Johnny soon began to dread the Irish lessons. It was boring without the spelling and his attention wandered from what the class was doing. Mrs Smythe was quick to get cross with him too, as she had him labeled as a troublemaker due to his questioning about spellings.
After a while, Johnny began to act out when he was bored, because he knew Mrs Smythe would react – and at least things would be a bit more fun then. As the school year wore on, the battle of wills between them worsened. Johnny had to be sent to the headmaster’s office a few times, and his parents even came in for a special meeting with Mrs Smythe.
Johnny did move up with the rest of his class at the end of that year which got him away from Mrs Smythe. But he had stopped using Irish at home with Paul. He had also begun to think of school as something boring, and continued to act up in class. By the time he got to Third Class, he was no longer interested in learning Irish spellings – in fact, the spellings then were the same as he had learned in Miss Mahon’s class, which just made the task even more tedious.
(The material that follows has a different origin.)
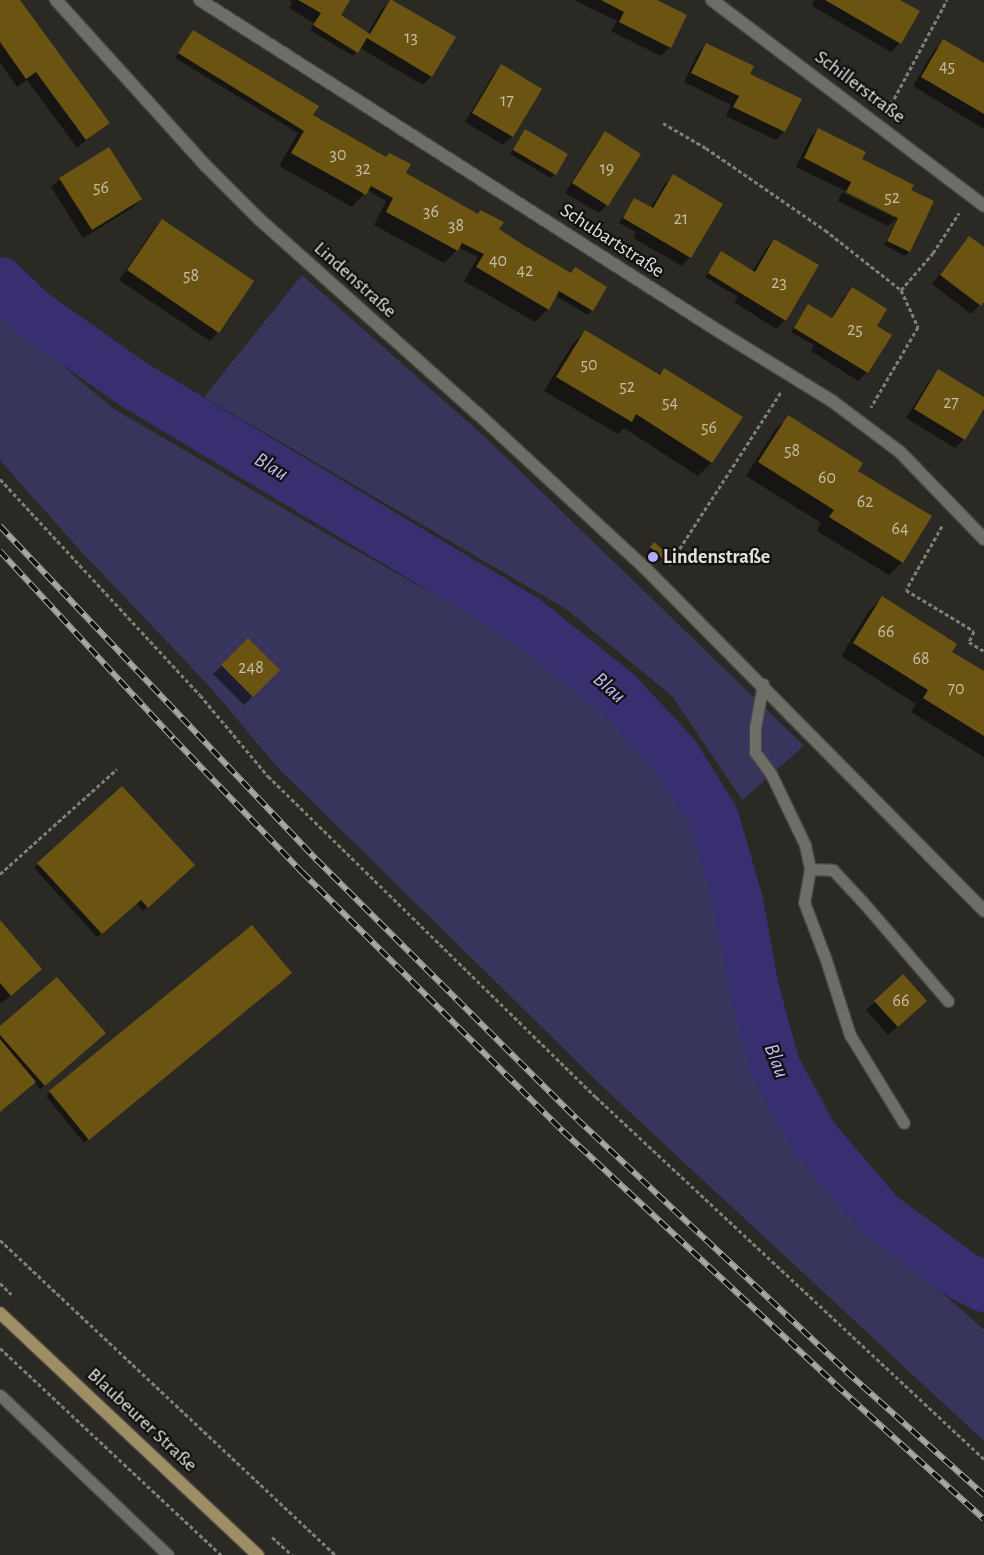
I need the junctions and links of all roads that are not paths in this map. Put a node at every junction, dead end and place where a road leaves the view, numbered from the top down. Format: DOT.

Throughout the rest of his schooling, Johnny looked on languages as a boring subject. It wasn’t until he was an adult and tried some evening classes in Spanish that he discovered he had a flair for languages. This discovery merely strengthened the nagging feeling inside him that he wasted his life by never discovering his potential until it was too late.
Mrs Smythe retired a few years after Johnny had left her class, but she always felt confident in her ability to spot a troublemaker.
The Department of Education officials continue to this day to argue over which theories they get to inflict on the children passing through their educational system.
Occasionally, some children learn some things.